Dear Forum, I’m following the tutorial on this page for inspecting the time-frequency representation of my epoched data, and have some questions regarding how baseline correction is used.
At the beginning of the tutorial, epochs were made from raw data using baseline correction. Then, TFR was computed without further baseline correction. This all makes sense. However, when plotting the TFR, it seems a specific baseline correction was applied using the response before 0. Why? Is this to emphasize the power change after the event onset, for visual inspection only? Or should I also apply it when computing the TFR (for permutation tests later), even if my epochs have already been baseline-corrected?

I wanted to understand the purpose of this “secondary” baseline correction because I suspect it could change my results.
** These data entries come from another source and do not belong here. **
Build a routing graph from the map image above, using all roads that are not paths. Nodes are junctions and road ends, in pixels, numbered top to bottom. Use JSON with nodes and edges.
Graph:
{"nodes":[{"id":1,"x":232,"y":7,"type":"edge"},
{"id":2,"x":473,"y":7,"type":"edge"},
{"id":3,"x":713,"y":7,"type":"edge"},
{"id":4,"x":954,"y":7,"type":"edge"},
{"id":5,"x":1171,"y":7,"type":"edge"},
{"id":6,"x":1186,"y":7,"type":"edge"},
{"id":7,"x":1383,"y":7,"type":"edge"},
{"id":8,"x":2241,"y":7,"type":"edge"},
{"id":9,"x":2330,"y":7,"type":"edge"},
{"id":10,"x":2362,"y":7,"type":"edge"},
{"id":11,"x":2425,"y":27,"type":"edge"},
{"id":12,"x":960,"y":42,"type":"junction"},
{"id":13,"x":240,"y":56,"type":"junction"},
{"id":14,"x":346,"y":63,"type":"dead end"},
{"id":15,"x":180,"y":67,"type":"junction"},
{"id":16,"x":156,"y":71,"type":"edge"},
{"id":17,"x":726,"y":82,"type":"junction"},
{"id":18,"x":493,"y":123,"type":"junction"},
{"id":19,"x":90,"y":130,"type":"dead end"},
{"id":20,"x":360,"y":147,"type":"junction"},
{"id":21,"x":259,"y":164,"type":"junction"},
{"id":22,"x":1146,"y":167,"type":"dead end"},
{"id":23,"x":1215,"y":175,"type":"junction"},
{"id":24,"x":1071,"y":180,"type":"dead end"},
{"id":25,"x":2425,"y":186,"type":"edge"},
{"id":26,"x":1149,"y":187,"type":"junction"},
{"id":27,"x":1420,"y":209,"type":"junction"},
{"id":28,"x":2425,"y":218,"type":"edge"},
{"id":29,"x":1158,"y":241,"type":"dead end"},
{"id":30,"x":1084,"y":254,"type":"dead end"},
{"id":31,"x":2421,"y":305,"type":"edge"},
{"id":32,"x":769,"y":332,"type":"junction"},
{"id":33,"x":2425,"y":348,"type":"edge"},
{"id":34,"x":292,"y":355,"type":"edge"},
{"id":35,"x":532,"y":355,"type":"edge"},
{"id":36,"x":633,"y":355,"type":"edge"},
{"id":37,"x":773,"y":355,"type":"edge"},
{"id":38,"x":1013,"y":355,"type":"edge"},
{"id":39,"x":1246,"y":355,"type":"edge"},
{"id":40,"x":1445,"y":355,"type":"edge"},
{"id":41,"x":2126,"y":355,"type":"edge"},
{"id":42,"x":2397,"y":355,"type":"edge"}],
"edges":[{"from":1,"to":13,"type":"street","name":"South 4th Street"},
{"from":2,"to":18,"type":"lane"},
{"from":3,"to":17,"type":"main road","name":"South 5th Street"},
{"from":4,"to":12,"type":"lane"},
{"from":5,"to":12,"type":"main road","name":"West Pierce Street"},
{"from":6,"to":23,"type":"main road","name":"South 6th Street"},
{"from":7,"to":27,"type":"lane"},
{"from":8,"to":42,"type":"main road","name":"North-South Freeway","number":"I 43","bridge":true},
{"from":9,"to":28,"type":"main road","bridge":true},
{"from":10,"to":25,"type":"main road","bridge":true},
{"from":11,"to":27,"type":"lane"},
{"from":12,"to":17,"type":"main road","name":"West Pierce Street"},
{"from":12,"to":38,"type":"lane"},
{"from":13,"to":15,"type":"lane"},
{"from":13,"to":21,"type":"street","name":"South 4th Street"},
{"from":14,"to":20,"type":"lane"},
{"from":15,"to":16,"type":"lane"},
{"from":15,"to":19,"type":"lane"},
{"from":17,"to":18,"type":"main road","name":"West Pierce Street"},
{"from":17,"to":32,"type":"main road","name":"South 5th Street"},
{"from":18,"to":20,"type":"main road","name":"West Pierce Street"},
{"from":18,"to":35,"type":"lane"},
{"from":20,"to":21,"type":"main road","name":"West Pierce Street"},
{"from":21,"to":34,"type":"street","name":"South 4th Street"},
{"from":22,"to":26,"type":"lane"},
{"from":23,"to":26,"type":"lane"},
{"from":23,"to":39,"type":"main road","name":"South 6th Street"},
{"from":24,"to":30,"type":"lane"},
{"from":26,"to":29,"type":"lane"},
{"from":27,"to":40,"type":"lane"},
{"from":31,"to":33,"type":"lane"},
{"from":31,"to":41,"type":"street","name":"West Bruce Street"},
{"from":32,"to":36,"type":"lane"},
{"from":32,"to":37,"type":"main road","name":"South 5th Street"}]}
My epochs were initially corrected using a baseline period that has up to a few seconds gap before the epoch onset (epochs are responses to a word in the middle of a sentence, and baseline was the silence period between sentences), therefore the response immediately before the epoch onset is not expected to have a zero mean.

Thanks,
Yaqing

Maybe @drammock or @mmagnuski could answer this one?
I don’t know if their is another goal than to emphasize the power change, and I think you can either:

  • apply it when computing the TFR
  • test/visualize a given baseline and then apply it with apply_baseline before tests
    In both case, I would apply the baseline before tests, but I’m not certain it is correct and what is the best approach here.

Mathieu

I agree that the reason that the TFR.plot and TFR.plot_topo functions have a baseline and mode params is to emphasize the change in power between baseline period and the rest of the trial.

@mscheltienne is correct that you could use TFR.apply_baseline() to do that step before doing statistics (provided that the correct baseline time span is still present, i.e., you haven’t cropped or shifted the epochs).

As to whether you should do this before clustering — I think generally it’s probably the right thing to do (e.g., we do it in this example: Non-parametric 1 sample cluster statistic on single trial power — MNE 1.6.1 documentation), because generally what neuroscientests are interested in is something like “increase in power over baseline in frequency band X being greater in condition 1 than in condition 2”. In other words, the actual value of the power estimate is usually not what we care about, rather it’s usually the relative power in different bands, conditions, or subject populations.

I think @agramfort has some strong opinions about which method of TFR baseline correction are appropriate, so if you have follow-up questions about that hopefully he can chime in.